Phase III Results of Nasal Morphine
Posted 6/20/2007
In its Phase III clinical trial, intranasal morphine (Rylomine) achieved better Sum of the Pain Intensity Difference (SPID) scores in the time period of zero to 24 hours after surgery. In this first of two Phase III studies, patients with moderate-to-severe pain after elective orthopedic surgery were given intranasal morphine or intravenous morphine as needed. Patients in each of the active treatment groups had significantly better SPID scores over 24 hours than the corresponding placebo groups.
Tocilizumab Results Announced
Posted 6/18/2007
The first rheumatoid arthritis (RA) multinational Phase III study of tocilizumab (Actemra) outside Japan announced results. The trial enrolled 623 patients with moderate-to-severe RA. In the 24-week study, 44 percent of patients in the tocilizumab group experienced 50 percent improvement in disease symptoms compared with 11 percent in the control group. In addition, 22 percent of the tocilizumab patients achieved 70 percent improvement compared with two percent in the control. Twenty-eight percent of patients achieved the ultimate goal of remission in the tocilizumab group versus only one percent of patients in the control group.
tgAAC94 Shows Promising Results
Posted 6/18/2007
The dose-escalation arm of the ongoing Phase I/II clinical study of tgAAC94 in patients with inflammatory arthritis has announce preliminary data. Within each of six cohorts, 15 patients received tgAAC94 and five received placebo, administered by injection to affected joints. At week 12 after treatment with tgAAC94, 13 percent, 14 percent and 33 percent of subjects receiving low-, mid- and high-dose tgAAC94, respectively, achieved a two-point reduction in swelling compared with none in the placebo group.

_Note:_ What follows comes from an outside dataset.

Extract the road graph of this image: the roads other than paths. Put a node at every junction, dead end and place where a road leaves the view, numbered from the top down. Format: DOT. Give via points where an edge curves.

Ofatumumab Results Announced
Posted 6/18/2007
Positive primary efficacy data from a Phase II study of ofatumumab (HuMax-CD20) in patients with rheumatoid arthritis (RA) have been announced. A total of 225 patients with active RA who previously failed one or more disease-modifying, antirheumatic drugs were enrolled into this double-blind, placebo-controlled study to evaluate the safety and efficacy of ofatumumab. At 24 weeks, the patients’ immune responses to study medication (ofatumumab or placebo) were evaluated by testing for the presence of human antihuman antibodies. All patients tested negative at 24 weeks. Overall, 72 percent of patients treated with ofatumumab experienced at least a moderate response compared with 40 percent of patients receiving placebo.

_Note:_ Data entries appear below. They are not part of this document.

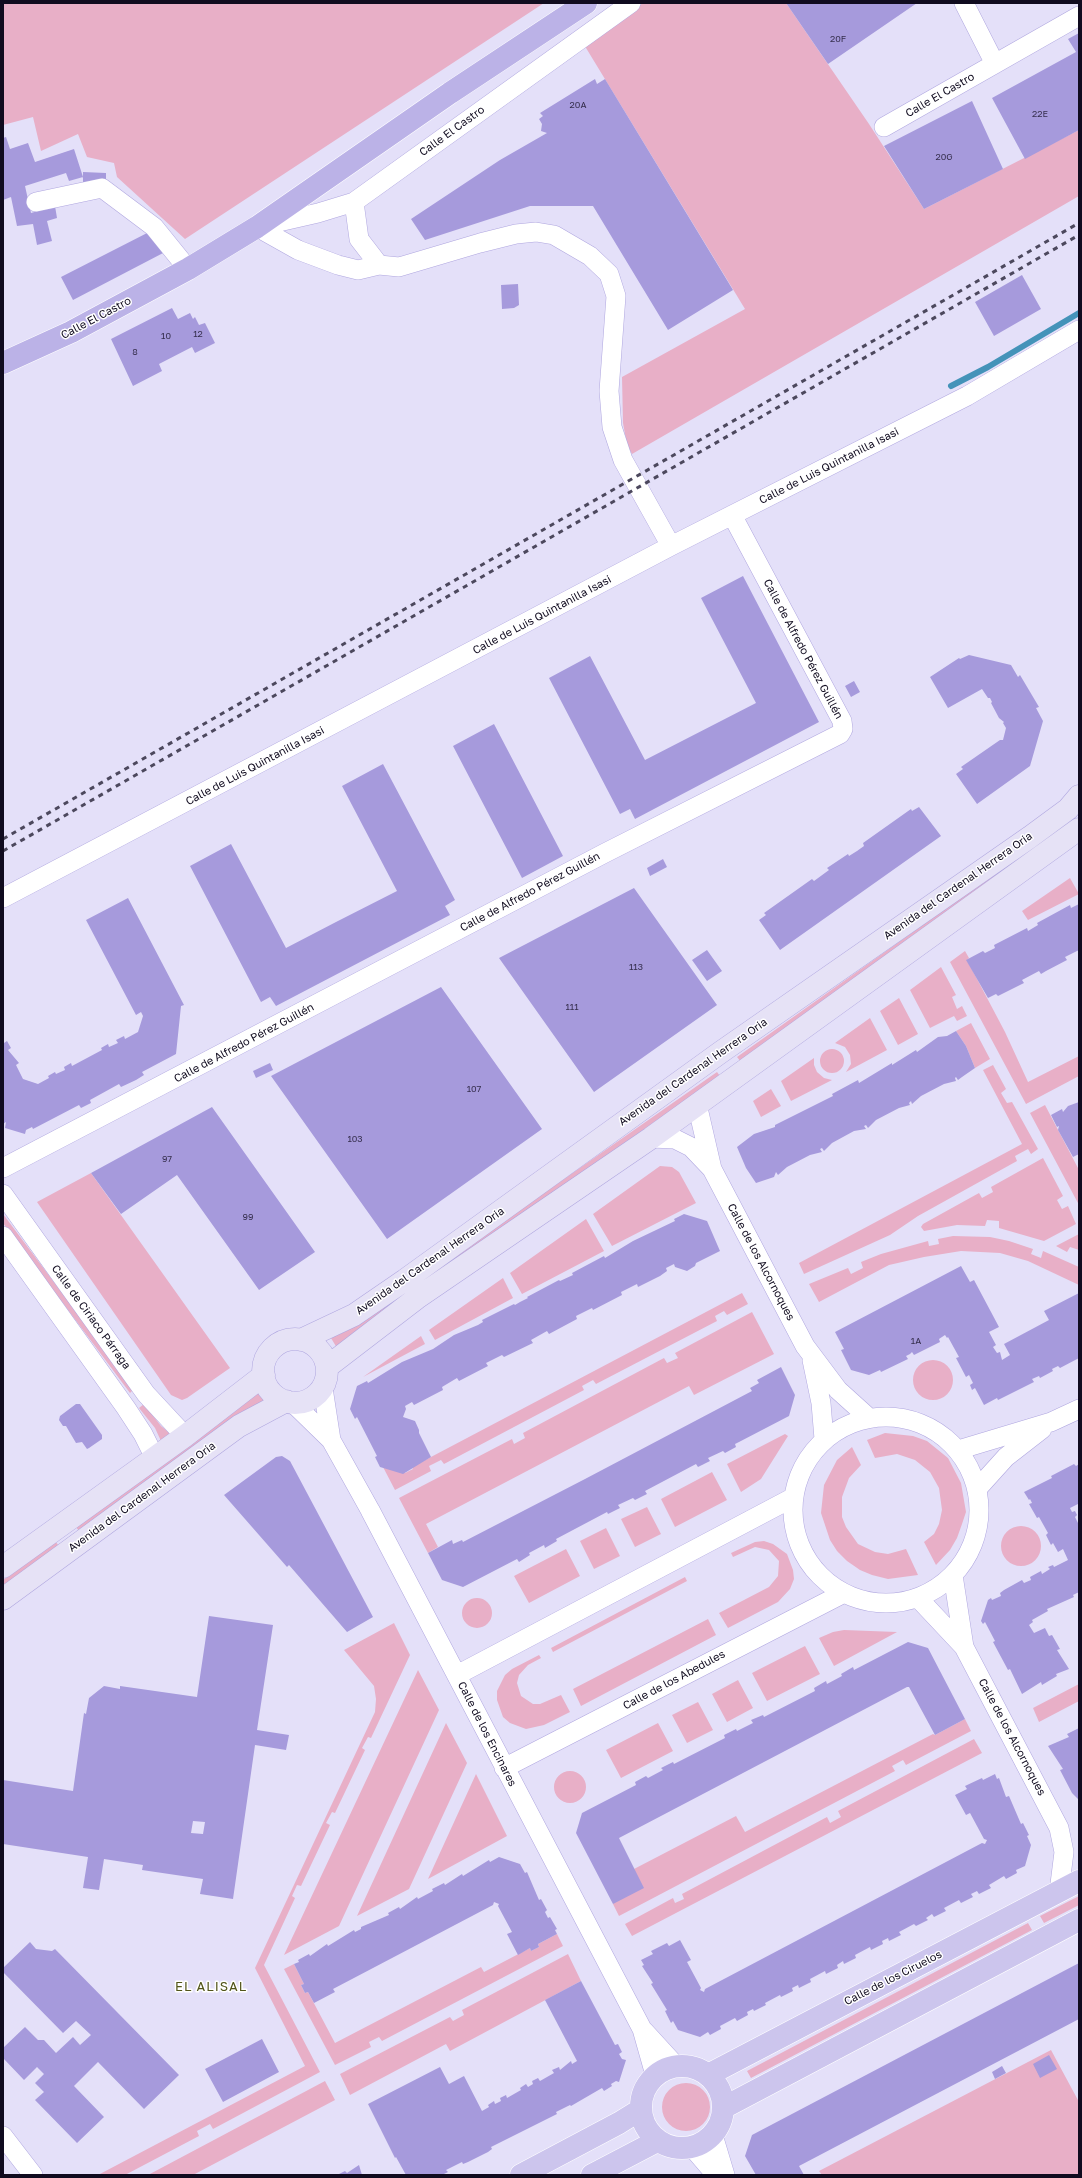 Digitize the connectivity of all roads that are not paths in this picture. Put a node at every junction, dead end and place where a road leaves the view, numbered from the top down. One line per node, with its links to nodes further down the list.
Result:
1 (586, 3): 9 (highway, Calle El Castro)
2 (631, 3): 8 (street, Calle El Castro)
3 (964, 3): 5 (street)
4 (1079, 16): 5 (street, Calle El Castro)
5 (995, 64): 6 (street, Calle El Castro)
6 (884, 127)
7 (36, 202): 11 (street)
8 (354, 202): 9 (street, Calle El Castro); 10 (street)
9 (257, 227): 10 (street); 11 (highway, Calle El Castro)
10 (378, 265): 15 (street)
11 (188, 269): 13 (highway, Calle El Castro)
12 (1079, 330): 14 (street, Calle de Luis Quintanilla Isasi)
13 (3, 363)
14 (732, 515): 15 (street, Calle de Luis Quintanilla Isasi); 23 (street, Calle de Alfredo Pérez Guillén)
15 (671, 546): 20 (street, Calle de Luis Quintanilla Isasi)
16 (1079, 796): 27 (main road, Avenida del Cardenal Herrera Oria)
17 (1079, 829): 19 (main road)
18 (1079, 836): 19 (street)
19 (1043, 856): 21 (main road)
20 (3, 898)
21 (696, 1104): 22 (main road); 24 (street, Calle de los Alcornoques)
22 (651, 1138): 24 (street, Calle de los Alcornoques); 29 (main road)
23 (3, 1167)
24 (712, 1168): 28 (street, Calle de los Alcornoques)
25 (3, 1194): 36 (street, Calle de Ciriaco Párraga)
26 (3, 1236): 40 (street)
27 (302, 1340): 29 (main road); 30 (main road, Avenida del Cardenal Herrera Oria)
28 (810, 1354): 34 (street, Calle de los Alcornoques); 38 (street, Calle de los Alcornoques)
29 (327, 1367): 31 (main road)
30 (264, 1375): 32 (main road); 36 (main road)
31 (322, 1388): 32 (main road, Avenida del Cardenal Herrera Oria); 37 (street, Calle de los Encinares)
32 (289, 1402): 37 (street, Calle de los Encinares); 47 (main road, Avenida del Cardenal Herrera Oria)
33 (1079, 1409): 35 (street)
34 (869, 1418): 38 (street); 39 (street)
35 (1052, 1422): 39 (street); 41 (street)
36 (185, 1436): 40 (main road)
37 (331, 1440): 49 (street, Calle de los Encinares)
38 (824, 1440): 42 (street)
39 (958, 1450): 41 (street)
40 (155, 1458): 43 (main road)
41 (978, 1488): 44 (street)
42 (794, 1497): 45 (street); 49 (street)
43 (3, 1567)
44 (953, 1575): 46 (street); 48 (street, Calle de los Alcornoques)
45 (844, 1593): 46 (street); 50 (street, Calle de los Abedules)
46 (918, 1598): 48 (street, Calle de los Alcornoques)
47 (3, 1599)
48 (964, 1647): 51 (street, Calle de los Alcornoques)
49 (457, 1675): 50 (street, Calle de los Encinares)
50 (504, 1768): 56 (street, Calle de los Encinares)
51 (1060, 1828): 52 (street, Calle de los Alcornoques); 54 (street, Calle de los Alcornoques)
52 (1079, 1847)
53 (1079, 1881): 54 (main road, Calle de los Ciruelos)
54 (1058, 1892): 59 (main road, Calle de los Ciruelos)
55 (1079, 1920): 60 (main road)
56 (642, 2029): 57 (street, Calle de los Encinares); 58 (street, Calle de los Encinares)
57 (676, 2066): 58 (main road); 59 (main road)
58 (655, 2075): 61 (main road)
59 (708, 2075): 60 (main road)
60 (723, 2108): 62 (main road)
61 (640, 2110): 64 (main road); 67 (main road)
62 (713, 2135): 65 (main road); 70 (street)
63 (3, 2136): 66 (street)
64 (657, 2141): 65 (main road); 68 (main road)
65 (692, 2148): 69 (street)
66 (33, 2175)
67 (521, 2175)
68 (592, 2175)
69 (716, 2175)
70 (725, 2175)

Osteoarthritis Pain Relief Medication
Posted 6/14/2007
A Phase IIa study has begun to evaluate the pain-relieving efficacy of nalbuphine extended release (ER) for the treatment of chronic pain secondary to osteoarthritis of the knee or hip. Nalbuphine is a synthetic opioid analgesic that currently is available only in an injectable form. The study will employ a randomized, double-blind, placebo-controlled design, with a forced weekly dose escalation and a total dosing period of 21 days. Top-line results are expected from this Phase IIa clinical study in early 2008.

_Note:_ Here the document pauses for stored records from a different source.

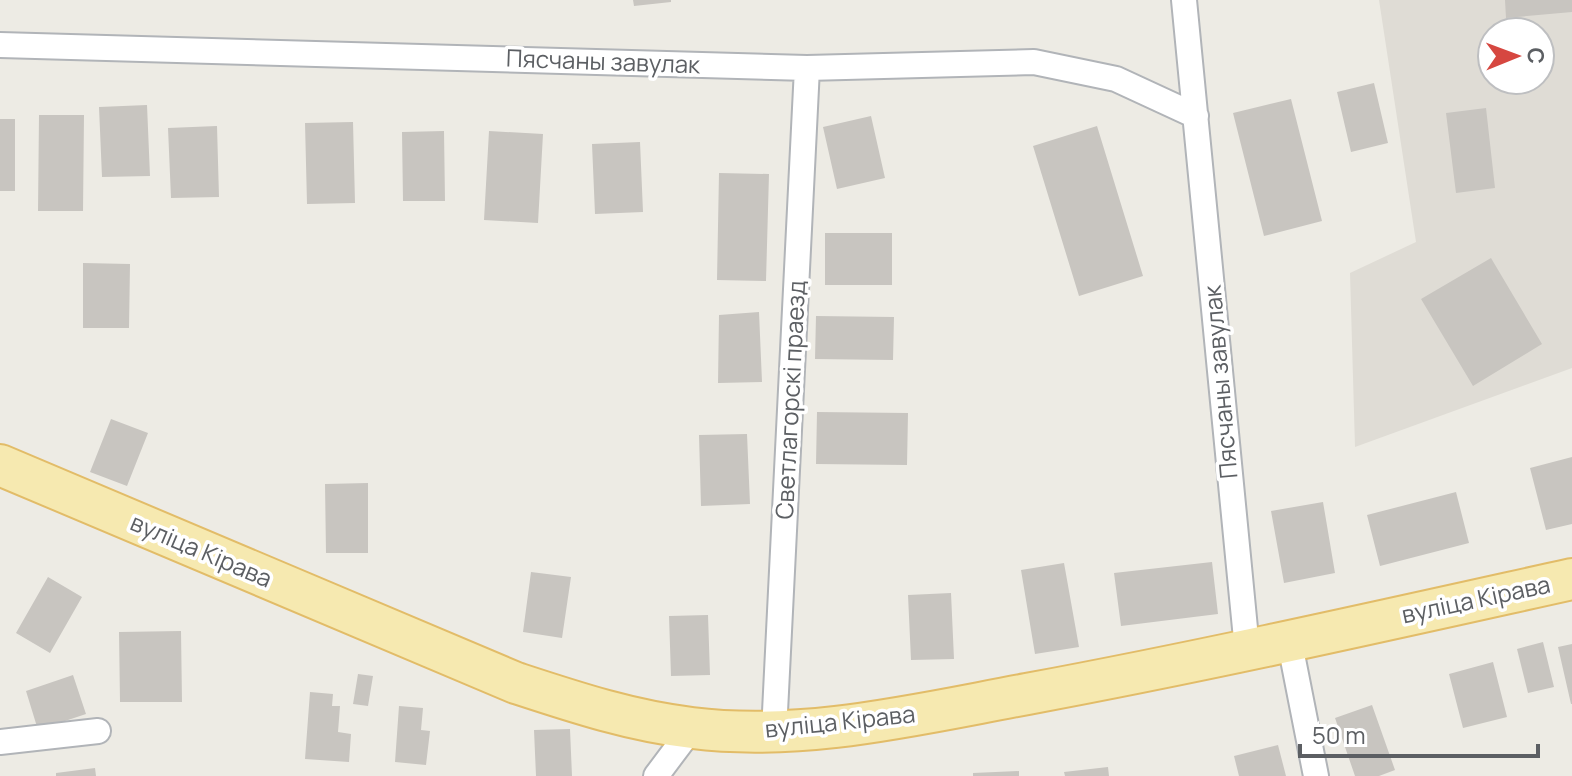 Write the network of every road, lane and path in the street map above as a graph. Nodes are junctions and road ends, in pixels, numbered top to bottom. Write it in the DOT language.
graph roads {
  1 [pos="1184,0"];
  2 [pos="0,45"];
  3 [pos="807,68"];
  4 [pos="1196,116"];
  5 [pos="0,465"];
  6 [pos="1572,579"];
  7 [pos="1289,639"];
  8 [pos="1247,649"];
  9 [pos="692,728"];
  10 [pos="98,731"];
  11 [pos="774,732"];
  12 [pos="0,742"];
  13 [pos="656,776"];
  14 [pos="1316,776"];
  1 -- 4 [label="street, Пясчаны завулак"];
  2 -- 3 [label="street, Пясчаны завулак"];
  3 -- 4 [label="street, Пясчаны завулак"];
  3 -- 11 [label="street, Светлагорскі праезд"];
  4 -- 8 [label="street, Пясчаны завулак"];
  5 -- 9 [label="main road, вуліца Кірава"];
  6 -- 7 [label="main road, вуліца Кірава"];
  7 -- 8 [label="main road, вуліца Кірава"];
  7 -- 14 [label="street"];
  8 -- 11 [label="main road, вуліца Кірава"];
  9 -- 11 [label="main road, вуліца Кірава"];
  9 -- 13 [label="street"];
  10 -- 12 [label="street"];
}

Phase l Trials for Osteoporosis Drug
Posted 6/11/2007
A Phase I clinical trial for an inhaled formulation of the osteoporosis drug teriparatide (Forteo) has begun. The open-label study is designed to assess the safety, tolerability and pharmacokinetics of inhaled Forteo in approximately 60 healthy, postmenopausal women. Top-line results from the study are expected by early 2008.